» **ASSIGNMENT**
Select every line containing the word "than" from the material, and copy those lines.

» **DATASET EXCERPTS**
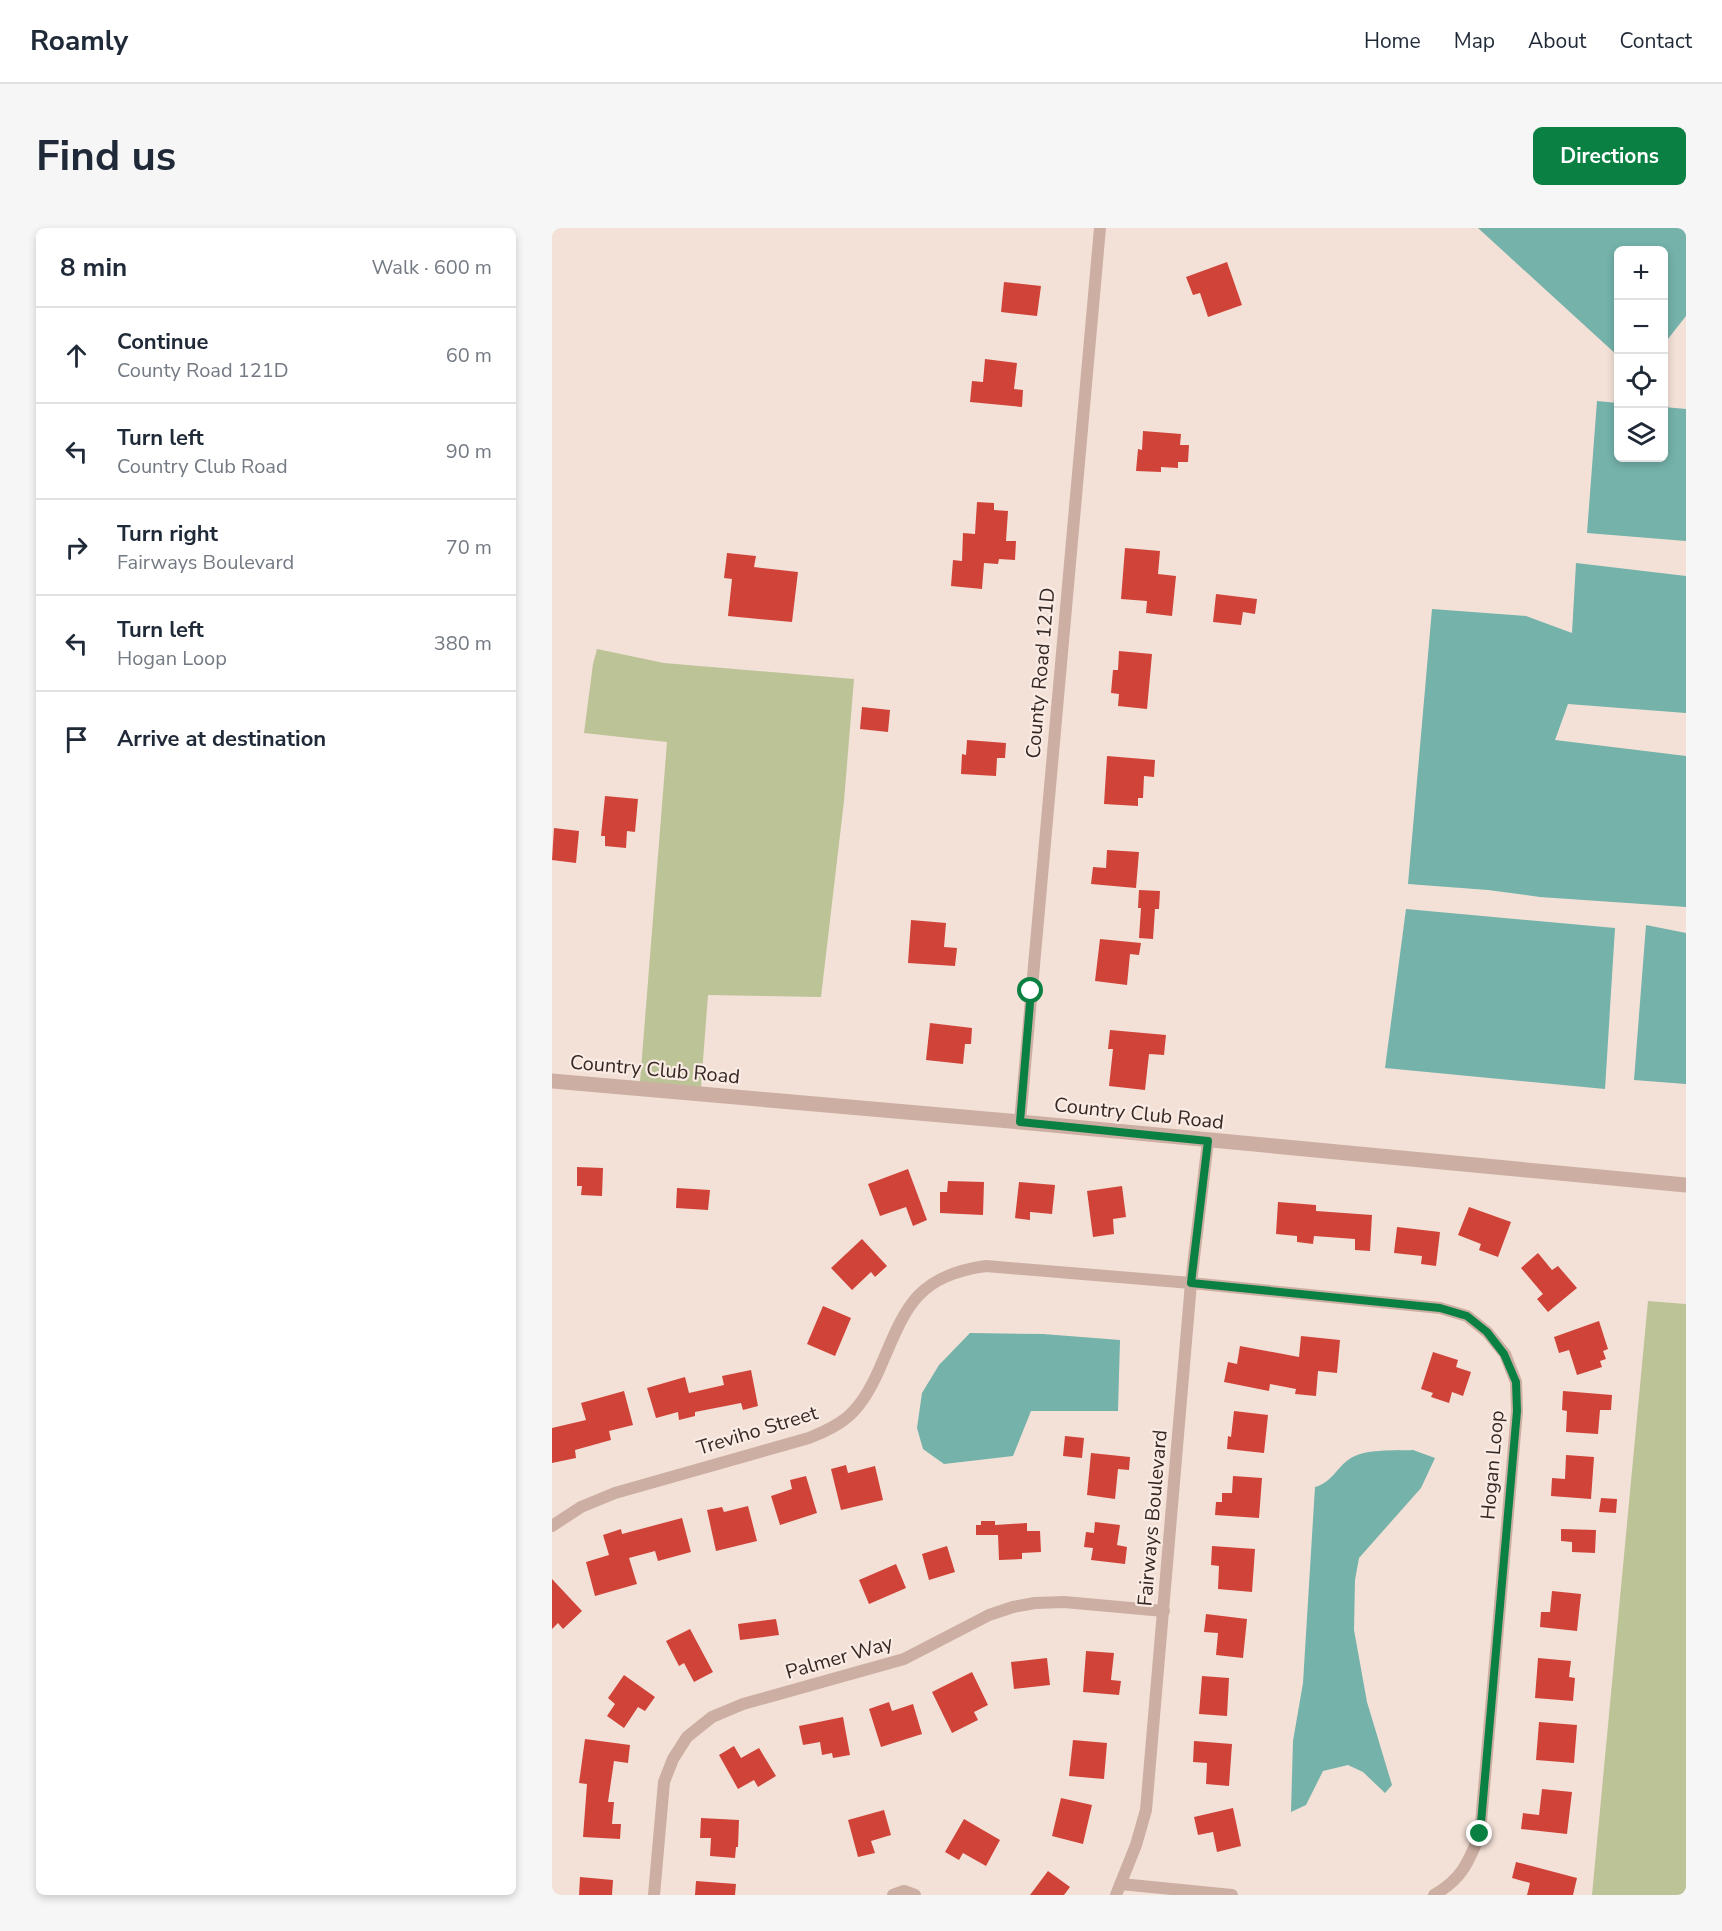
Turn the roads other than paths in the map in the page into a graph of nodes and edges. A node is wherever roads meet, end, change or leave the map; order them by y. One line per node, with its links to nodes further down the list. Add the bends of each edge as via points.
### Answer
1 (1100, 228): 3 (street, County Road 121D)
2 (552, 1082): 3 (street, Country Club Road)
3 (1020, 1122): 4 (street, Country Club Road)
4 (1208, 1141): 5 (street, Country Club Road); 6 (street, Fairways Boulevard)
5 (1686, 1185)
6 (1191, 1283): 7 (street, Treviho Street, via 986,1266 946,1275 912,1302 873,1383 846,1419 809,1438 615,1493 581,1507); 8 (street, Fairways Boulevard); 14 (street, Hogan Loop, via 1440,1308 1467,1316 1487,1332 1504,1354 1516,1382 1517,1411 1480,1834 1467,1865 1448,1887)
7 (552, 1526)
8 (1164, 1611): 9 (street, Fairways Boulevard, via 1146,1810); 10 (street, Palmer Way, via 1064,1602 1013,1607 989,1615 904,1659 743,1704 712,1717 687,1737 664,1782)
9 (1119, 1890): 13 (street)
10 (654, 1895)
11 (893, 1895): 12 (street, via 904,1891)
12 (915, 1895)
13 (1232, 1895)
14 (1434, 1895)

==

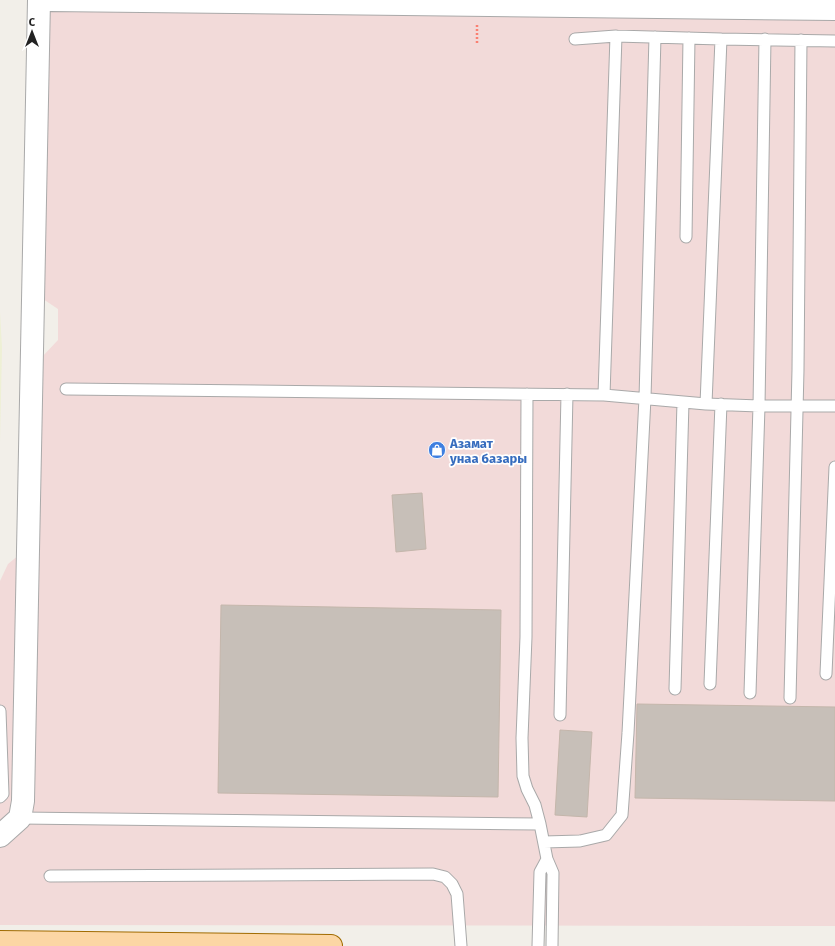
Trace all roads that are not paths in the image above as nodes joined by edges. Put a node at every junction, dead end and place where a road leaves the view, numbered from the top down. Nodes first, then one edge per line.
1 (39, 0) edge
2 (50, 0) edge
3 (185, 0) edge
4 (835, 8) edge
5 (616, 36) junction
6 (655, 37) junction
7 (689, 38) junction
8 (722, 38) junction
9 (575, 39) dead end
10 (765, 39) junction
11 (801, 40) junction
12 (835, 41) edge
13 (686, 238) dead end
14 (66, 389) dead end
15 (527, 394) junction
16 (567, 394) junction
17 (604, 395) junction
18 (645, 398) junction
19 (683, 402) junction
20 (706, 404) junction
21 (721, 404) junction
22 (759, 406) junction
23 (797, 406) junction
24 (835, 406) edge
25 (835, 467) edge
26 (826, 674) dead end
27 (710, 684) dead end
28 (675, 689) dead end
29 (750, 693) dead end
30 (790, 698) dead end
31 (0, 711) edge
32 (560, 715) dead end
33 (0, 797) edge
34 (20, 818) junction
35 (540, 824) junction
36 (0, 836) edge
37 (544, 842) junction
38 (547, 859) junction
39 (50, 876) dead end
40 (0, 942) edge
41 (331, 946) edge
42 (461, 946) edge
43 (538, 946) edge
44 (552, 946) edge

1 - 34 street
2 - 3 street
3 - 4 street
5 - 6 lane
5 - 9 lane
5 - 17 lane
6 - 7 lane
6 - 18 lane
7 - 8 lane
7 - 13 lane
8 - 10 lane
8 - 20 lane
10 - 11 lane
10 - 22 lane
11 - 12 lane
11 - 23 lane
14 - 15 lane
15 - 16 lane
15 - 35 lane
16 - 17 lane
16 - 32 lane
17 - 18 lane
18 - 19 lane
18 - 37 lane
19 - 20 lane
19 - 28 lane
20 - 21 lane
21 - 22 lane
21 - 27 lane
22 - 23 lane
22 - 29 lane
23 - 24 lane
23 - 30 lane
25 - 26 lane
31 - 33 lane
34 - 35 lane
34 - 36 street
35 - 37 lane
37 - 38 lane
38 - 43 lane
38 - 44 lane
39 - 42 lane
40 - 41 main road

---

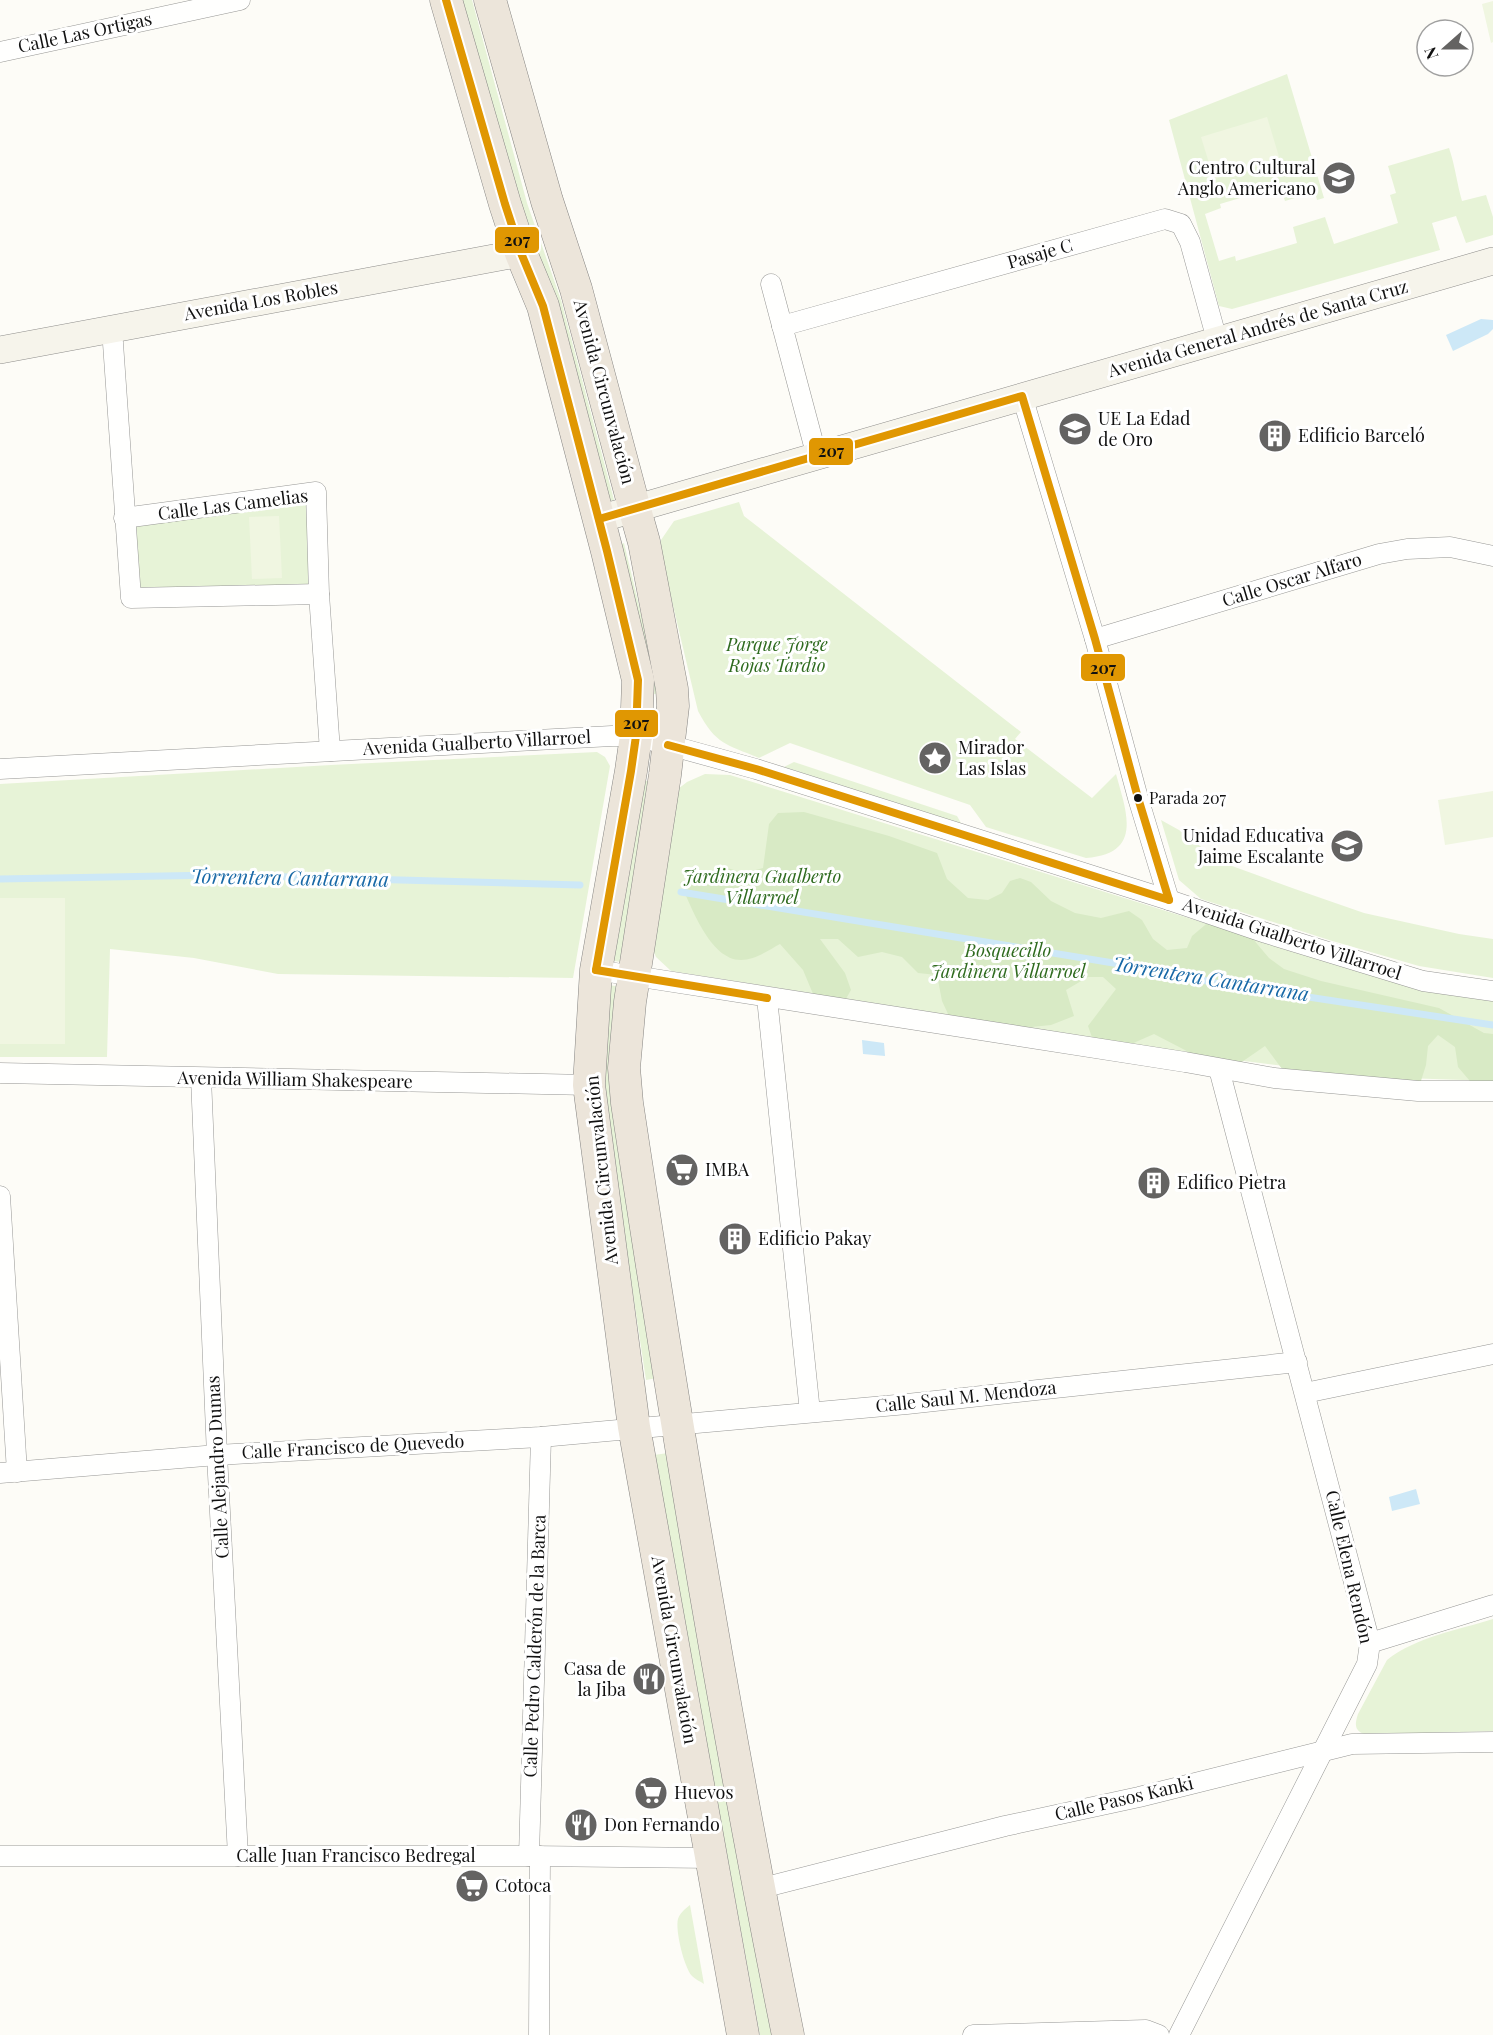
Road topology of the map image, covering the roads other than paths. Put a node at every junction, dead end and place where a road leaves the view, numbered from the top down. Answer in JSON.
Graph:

» **SOLUTION FOR THIS EXERCISE**
Turn the roads other than paths in the map in the page into a graph of nodes and edges. A node is wherever roads meet, end, change or leave the map; order them by y. One line per node, with its links to nodes further down the list. Add the bends of each edge as via points.
Road topology of the map image, covering the roads other than paths. Put a node at every junction, dead end and place where a road leaves the view, numbered from the top down. Answer in JSON.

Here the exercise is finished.